With regard to AMI, the committee called attention to several specific
concerns. First is the need to identify specific outcome measures such as
exertional pain, exercise tolerance, recurrence of infarction, and congestive
heart failure Hat must be captured in the longitudinal data base. Little
change has occurred in outcomes such as mortality after introduction of
"life-saving" interventions, and more specific outcomes of these treatments
must be identified. The possibility that a variety of treatments may produce
the same outcome must also be considered.

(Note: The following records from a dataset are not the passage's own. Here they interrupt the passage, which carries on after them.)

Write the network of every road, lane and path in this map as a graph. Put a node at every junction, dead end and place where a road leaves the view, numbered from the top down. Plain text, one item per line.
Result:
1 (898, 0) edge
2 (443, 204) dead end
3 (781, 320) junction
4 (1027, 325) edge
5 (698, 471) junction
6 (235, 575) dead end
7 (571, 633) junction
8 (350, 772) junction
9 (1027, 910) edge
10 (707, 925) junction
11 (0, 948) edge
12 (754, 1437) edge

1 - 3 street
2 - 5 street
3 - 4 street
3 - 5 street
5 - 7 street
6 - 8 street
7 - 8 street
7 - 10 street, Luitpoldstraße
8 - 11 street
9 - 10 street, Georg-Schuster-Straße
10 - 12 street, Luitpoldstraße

The committee also noted that several common outcome indicators that
might be valid in younger age groups, such as return to work or ability to
drive a car, may not be valid or desirable in Medicare patients following
AMI. Also, evaluation of exercise capacity or exertional pain may be
thwarted by the inability of elderly patients to exercise or in some cases to
feel pain in the same ways or to the same extent as younger patients. Thus,
the committee strongly urged DHHS support to extramural work that will
produce reliable and valid instruments for functional assessment and quality
of life in the Medicare population not only win regard to acute myocardial
infarction, but also as part of a broader charge to define outcomes
satisfactorily for all projects carried out under the aegis of effectiveness.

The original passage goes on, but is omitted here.